When an Atlantic crossing left their boat in need of repair, Lou and Tom Luddington were drawn to the most southerly of the Leeward Islands and discovered a paradise teeming with natural wonders

Terre-de-Haut island, Les Saintes, Guadeloupe
Nicolas Boivin/Getty Images

The French Caribbean island of Guadeloupe is the most southerly of the Leeward Islands. Shaped like a butterfly, it is split into two halves, the wings forming Basse-Terre in the west and Grande-Terre to the east. Its varied coastline provides curiosity for sailors and land explorers alike. In the south-east we cruised over sunlit seagrass meadows roamed by green turtles and stingrays, and out west we dived the deep blue waters and coral gardens of the Cousteau Reserve, serenaded by humpback whales. Squally winds kept us alert on passage and made for adventurous journeys between anchorages, on a leisurely partial circumnavigation that we measured in weeks, then months.

Essential boat repairs from our recent Atlantic crossing drew us to Guadeloupe; a broken bobstay chainplate meant we needed a chandlery and a boatyard with a lift, neither of which were available in Dominica, our first Caribbean landfall. Heading to Pointe-à-Pitre, the main port that lies deep in the southerly cleft of Guadeloupe, we learned there was a four-week waiting list for the lift.

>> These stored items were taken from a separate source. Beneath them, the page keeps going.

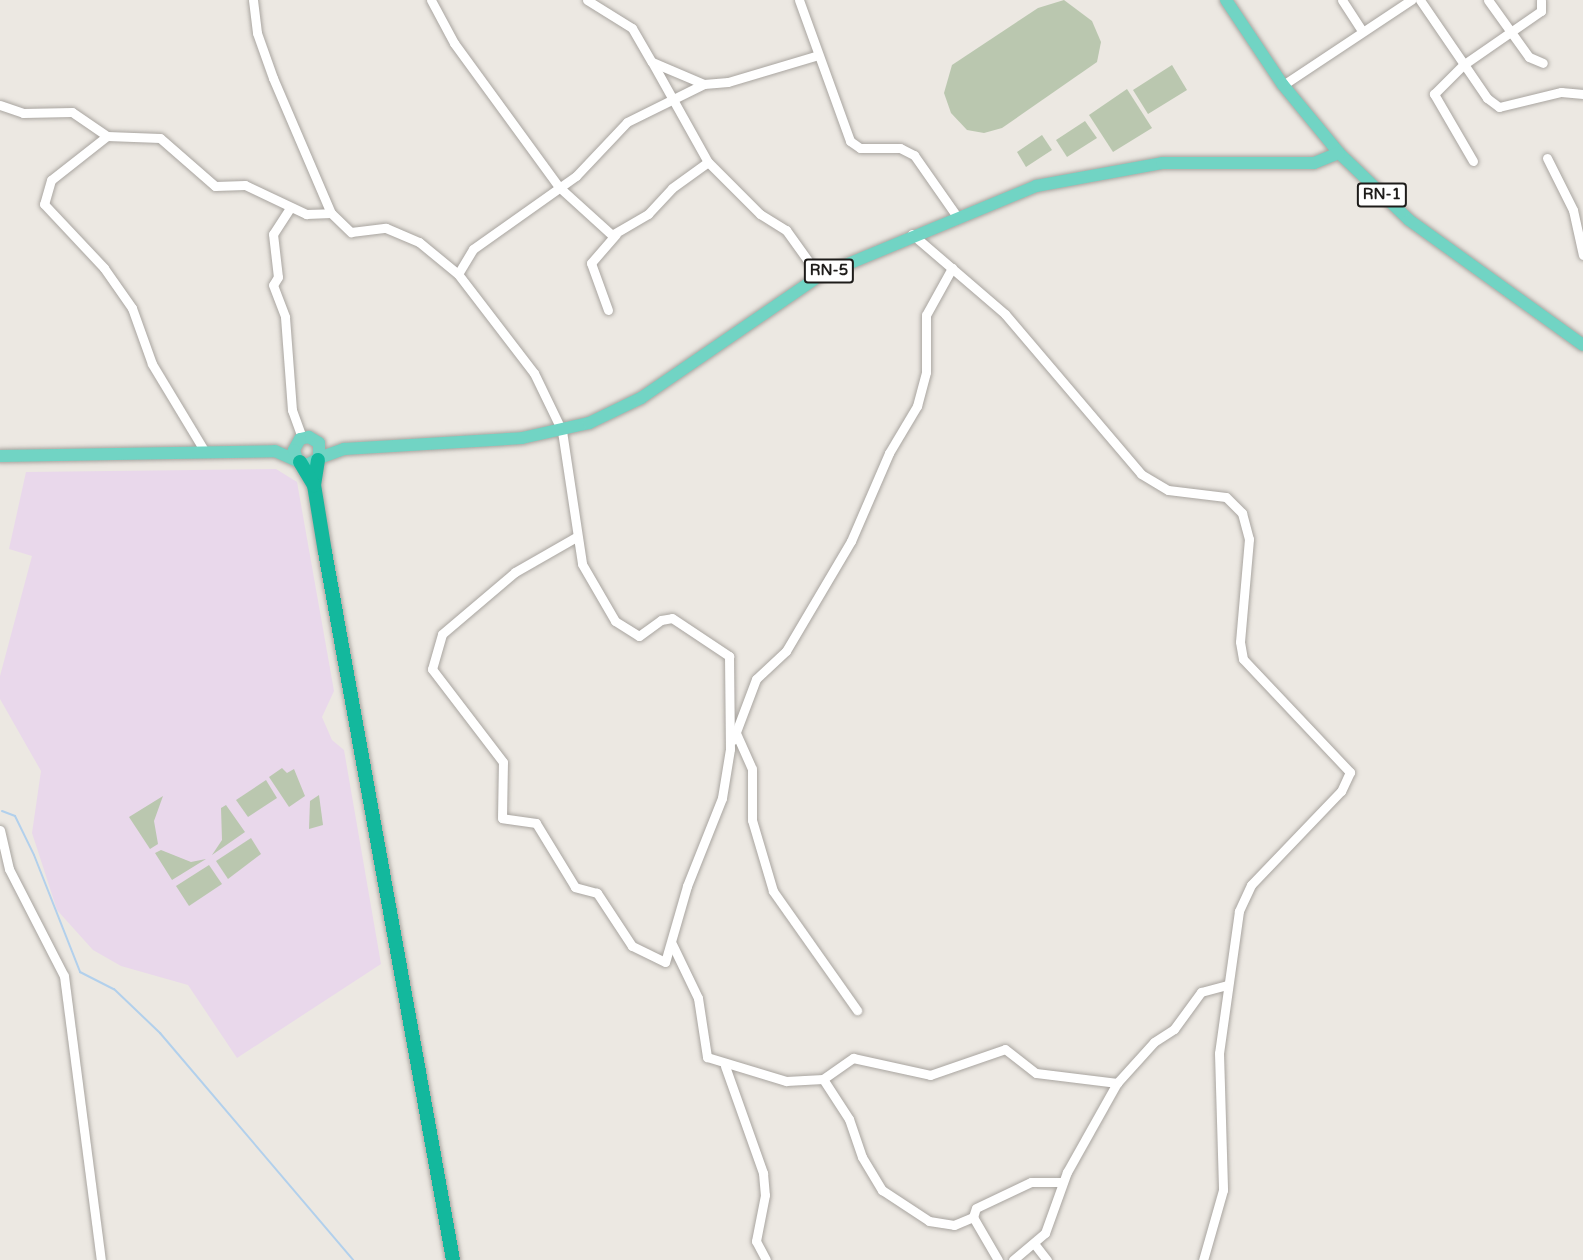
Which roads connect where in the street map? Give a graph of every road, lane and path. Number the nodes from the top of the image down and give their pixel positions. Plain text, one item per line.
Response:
1 (254, 0) edge
2 (431, 0) edge
3 (587, 0) edge
4 (800, 0) edge
5 (1226, 0) edge
6 (1342, 0) edge
7 (1411, 0) edge
8 (1420, 0) edge
9 (1488, 0) edge
10 (1541, 0) edge
11 (1362, 31) junction
12 (1510, 32) junction
13 (815, 56) junction
14 (652, 62) junction
15 (1543, 63) dead end
16 (1463, 65) junction
17 (704, 84) junction
18 (1283, 85) junction
19 (1583, 94) edge
20 (673, 101) junction
21 (0, 105) edge
22 (106, 136) junction
23 (1339, 153) junction
24 (1547, 158) dead end
25 (1473, 161) dead end
26 (708, 162) junction
27 (559, 187) junction
28 (290, 208) junction
29 (332, 213) junction
30 (956, 215) junction
31 (616, 234) junction
32 (912, 234) junction
33 (1583, 255) edge
34 (952, 268) junction
35 (458, 274) junction
36 (819, 276) junction
37 (608, 310) dead end
38 (1583, 345) edge
39 (562, 431) junction
40 (300, 440) junction
41 (316, 440) junction
42 (344, 449) junction
43 (275, 451) junction
44 (205, 452) junction
45 (0, 456) edge
46 (319, 459) junction
47 (298, 461) junction
48 (314, 485) junction
49 (576, 537) junction
50 (736, 733) junction
51 (730, 749) junction
52 (0, 830) edge
53 (672, 944) junction
54 (1228, 985) junction
55 (856, 1011) dead end
56 (725, 1066) junction
57 (823, 1079) junction
58 (1117, 1083) junction
59 (1062, 1182) junction
60 (973, 1217) junction
61 (1036, 1245) junction
62 (101, 1260) edge
63 (453, 1260) edge
64 (766, 1260) edge
65 (998, 1260) edge
66 (1013, 1260) edge
67 (1047, 1260) edge
68 (1203, 1260) edge

1 - 29 street
2 - 27 street
3 - 14 street
4 - 13 street
5 - 18 main road, RN-1
6 - 11 street
7 - 11 street
8 - 16 street
9 - 12 street
10 - 12 street
11 - 18 street
12 - 15 street
12 - 16 street
13 - 17 street
13 - 30 street
14 - 17 street
14 - 20 street
16 - 19 street
16 - 25 street
17 - 20 street
18 - 23 main road, RN-1
20 - 26 street
20 - 27 street
21 - 22 street
22 - 28 street
22 - 44 street
23 - 30 main road, RN-5
23 - 38 main road, RN-1
24 - 33 street
26 - 31 street
26 - 36 street
27 - 31 street
27 - 35 street
28 - 29 street
28 - 40 street
29 - 35 street
30 - 32 main road, RN-5
31 - 37 street
32 - 34 street
32 - 36 main road, RN-5
34 - 50 street
34 - 54 street
35 - 39 street
36 - 39 main road, RN-5
39 - 42 main road, RN-5
39 - 49 street
40 - 41 main road
40 - 43 main road
40 - 47 main road
41 - 42 main road, RN-5
41 - 46 main road
42 - 46 main road, RN-5
43 - 44 main road
43 - 47 main road
44 - 45 main road
46 - 47 main road
46 - 48 highway
47 - 48 highway
48 - 63 highway
49 - 51 street
49 - 53 street
50 - 51 street
50 - 55 street
51 - 53 street
52 - 62 street
53 - 56 street
54 - 58 street
54 - 68 street
56 - 57 street
56 - 64 street
57 - 58 street
57 - 60 street
58 - 59 street
59 - 60 street
59 - 61 street
60 - 65 street
61 - 66 street
61 - 67 street

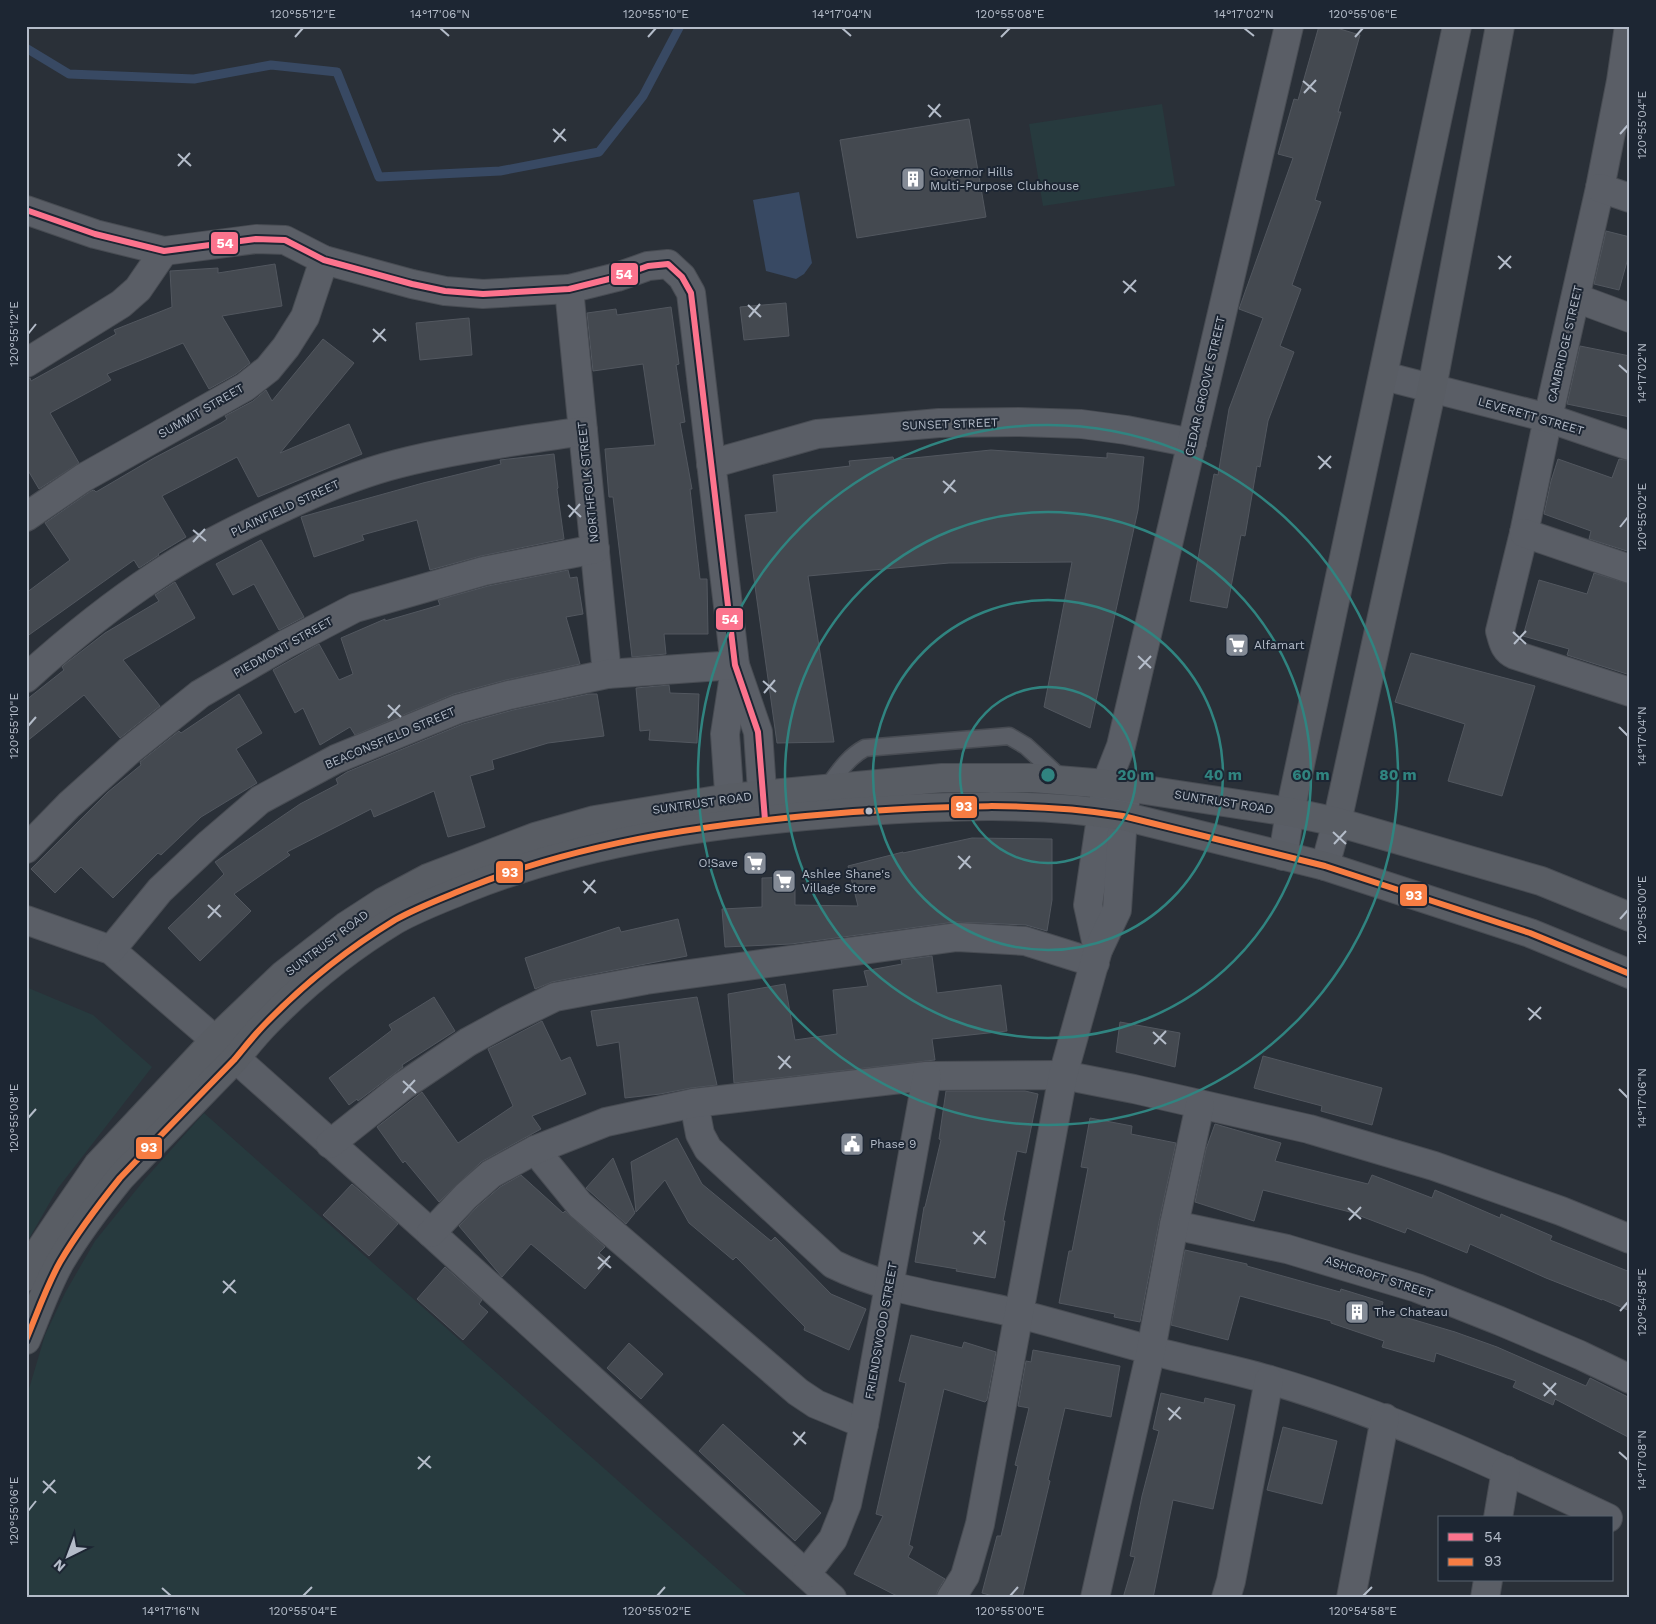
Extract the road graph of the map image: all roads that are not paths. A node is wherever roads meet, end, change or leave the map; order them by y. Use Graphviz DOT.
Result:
graph roads {
  1 [pos="1289,26"];
  2 [pos="1457,26"];
  3 [pos="1500,26"];
  4 [pos="1629,26"];
  5 [pos="1625,82"];
  6 [pos="1600,188"];
  7 [pos="1630,198"];
  8 [pos="26,210"];
  9 [pos="164,251"];
  10 [pos="324,260"];
  11 [pos="569,289"];
  12 [pos="1576,298"];
  13 [pos="1630,318"];
  14 [pos="28,355"];
  15 [pos="1384,376"];
  16 [pos="1432,388"];
  17 [pos="1548,418"];
  18 [pos="583,431"];
  19 [pos="1192,443"];
  20 [pos="1630,446"];
  21 [pos="711,464"];
  22 [pos="26,518"];
  23 [pos="1524,533"];
  24 [pos="595,549"];
  25 [pos="1630,569"];
  26 [pos="735,665"];
  27 [pos="608,674"];
  28 [pos="26,678"];
  29 [pos="1630,692"];
  30 [pos="1063,780"];
  31 [pos="1117,786"];
  32 [pos="827,788"];
  33 [pos="763,808"];
  34 [pos="730,811"];
  35 [pos="1290,812"];
  36 [pos="1113,814"];
  37 [pos="1336,822"];
  38 [pos="26,849"];
  39 [pos="1283,856"];
  40 [pos="1325,866"];
  41 [pos="1630,917"];
  42 [pos="26,920"];
  43 [pos="111,950"];
  44 [pos="1096,956"];
  45 [pos="1630,974"];
  46 [pos="215,1040"];
  47 [pos="235,1058"];
  48 [pos="1063,1075"];
  49 [pos="927,1076"];
  50 [pos="694,1103"];
  51 [pos="1200,1105"];
  52 [pos="330,1144"];
  53 [pos="535,1150"];
  54 [pos="1174,1225"];
  55 [pos="431,1233"];
  56 [pos="1630,1239"];
  57 [pos="26,1277"];
  58 [pos="889,1287"];
  59 [pos="1018,1314"];
  60 [pos="26,1340"];
  61 [pos="1151,1350"];
  62 [pos="1630,1379"];
  63 [pos="1269,1380"];
  64 [pos="1385,1418"];
  65 [pos="864,1424"];
  66 [pos="1506,1470"];
  67 [pos="1498,1516"];
  68 [pos="1604,1516"];
  69 [pos="1614,1521"];
  70 [pos="1630,1528"];
  71 [pos="806,1574"];
  72 [pos="1488,1582"];
  73 [pos="832,1598"];
  74 [pos="951,1598"];
  75 [pos="1095,1598"];
  76 [pos="1226,1598"];
  77 [pos="1351,1598"];
  78 [pos="1484,1598"];
  1 -- 19 [label="street, CEDAR GROOVE STREET"];
  2 -- 15 [label="street"];
  3 -- 16 [label="street"];
  4 -- 5 [label="street, CAMBRIDGE STREET"];
  5 -- 6 [label="street, CAMBRIDGE STREET"];
  6 -- 7 [label="street"];
  6 -- 12 [label="street, CAMBRIDGE STREET"];
  8 -- 9 [label="street"];
  9 -- 10 [label="street"];
  9 -- 14 [label="street"];
  10 -- 11 [label="street"];
  10 -- 22 [label="street, SUMMIT STREET"];
  11 -- 18 [label="street, NORTHFOLK STREET"];
  11 -- 21 [label="street"];
  12 -- 13 [label="street"];
  12 -- 17 [label="street, CAMBRIDGE STREET"];
  15 -- 16 [label="street, LEVERETT STREET"];
  15 -- 35 [label="street"];
  16 -- 17 [label="street, LEVERETT STREET"];
  16 -- 37 [label="street"];
  17 -- 20 [label="street, LEVERETT STREET"];
  17 -- 23 [label="street, CAMBRIDGE STREET"];
  18 -- 24 [label="street, NORTHFOLK STREET"];
  18 -- 28 [label="street, PLAINFIELD STREET"];
  19 -- 21 [label="street, SUNSET STREET"];
  19 -- 31 [label="street, CEDAR GROOVE STREET"];
  21 -- 26 [label="street"];
  23 -- 25 [label="street"];
  23 -- 29 [label="street, CAMBRIDGE STREET"];
  24 -- 27 [label="street, NORTHFOLK STREET"];
  24 -- 38 [label="street, PIEDMONT STREET"];
  26 -- 27 [label="street, BEACONSFIELD STREET"];
  26 -- 33 [label="street"];
  26 -- 34 [label="street"];
  27 -- 43 [label="street, BEACONSFIELD STREET"];
  30 -- 31 [label="street, SUNTRUST ROAD"];
  30 -- 32 [label="street, SUNTRUST ROAD"];
  30 -- 32 [label="lane"];
  31 -- 35 [label="street, SUNTRUST ROAD"];
  31 -- 36 [label="street"];
  32 -- 33 [label="street, SUNTRUST ROAD"];
  33 -- 34 [label="street, SUNTRUST ROAD"];
  33 -- 36 [label="street, SUNTRUST ROAD"];
  34 -- 46 [label="street, SUNTRUST ROAD"];
  34 -- 47 [label="street, SUNTRUST ROAD"];
  35 -- 37 [label="street, SUNTRUST ROAD"];
  35 -- 39 [label="street"];
  36 -- 39 [label="street, SUNTRUST ROAD"];
  36 -- 44 [label="street"];
  37 -- 40 [label="street"];
  37 -- 41 [label="street, SUNTRUST ROAD"];
  39 -- 40 [label="street, SUNTRUST ROAD"];
  40 -- 45 [label="street, SUNTRUST ROAD"];
  42 -- 43 [label="street"];
  43 -- 46 [label="street"];
  44 -- 48 [label="street"];
  44 -- 52 [label="street"];
  46 -- 47 [label="street"];
  46 -- 57 [label="street, SUNTRUST ROAD"];
  47 -- 52 [label="street"];
  47 -- 60 [label="street, SUNTRUST ROAD"];
  48 -- 49 [label="street"];
  48 -- 51 [label="street"];
  48 -- 59 [label="street"];
  49 -- 50 [label="street"];
  49 -- 58 [label="street, FRIENDSWOOD STREET"];
  50 -- 53 [label="street"];
  50 -- 58 [label="street"];
  51 -- 54 [label="street"];
  51 -- 56 [label="street"];
  52 -- 55 [label="street"];
  53 -- 55 [label="street"];
  53 -- 65 [label="street"];
  54 -- 61 [label="street"];
  54 -- 62 [label="street, ASHCROFT STREET"];
  55 -- 71 [label="street"];
  58 -- 59 [label="street"];
  58 -- 65 [label="street, FRIENDSWOOD STREET"];
  59 -- 61 [label="street"];
  59 -- 74 [label="street"];
  61 -- 63 [label="street"];
  61 -- 75 [label="street"];
  63 -- 64 [label="street"];
  63 -- 76 [label="street"];
  64 -- 66 [label="street"];
  64 -- 77 [label="street"];
  65 -- 71 [label="street, FRIENDSWOOD STREET"];
  66 -- 67 [label="street"];
  66 -- 68 [label="street"];
  69 -- 70 [label="street"];
  71 -- 73 [label="street"];
  72 -- 78 [label="street"];
}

We booked in and resigned ourselves to a few weeks of exploring nearby – we had broken the chainplate on the third day of our 25-day Atlantic crossing, rendering our genoa unusable. We could, however, manage a few more weeks’ sailing without the big headsail.

SOUTH COAST

After two nights in Bas du Four marina at Pointe-à-Pitre we set off south-east for Iles de la Petite-Terre, a tiny group of low lying islands off the far south-east corner of Guadeloupe. Tucked in a sheltered lagoon between the two islands, the anchorage is reached by a shallow pass in the reef that surrounds them. Arriving on a calm day we breezed through, shepherded to the lagoon by a lone bottlenose dolphin that burst through the water at our bow, took a breath through its blowhole, then vanished.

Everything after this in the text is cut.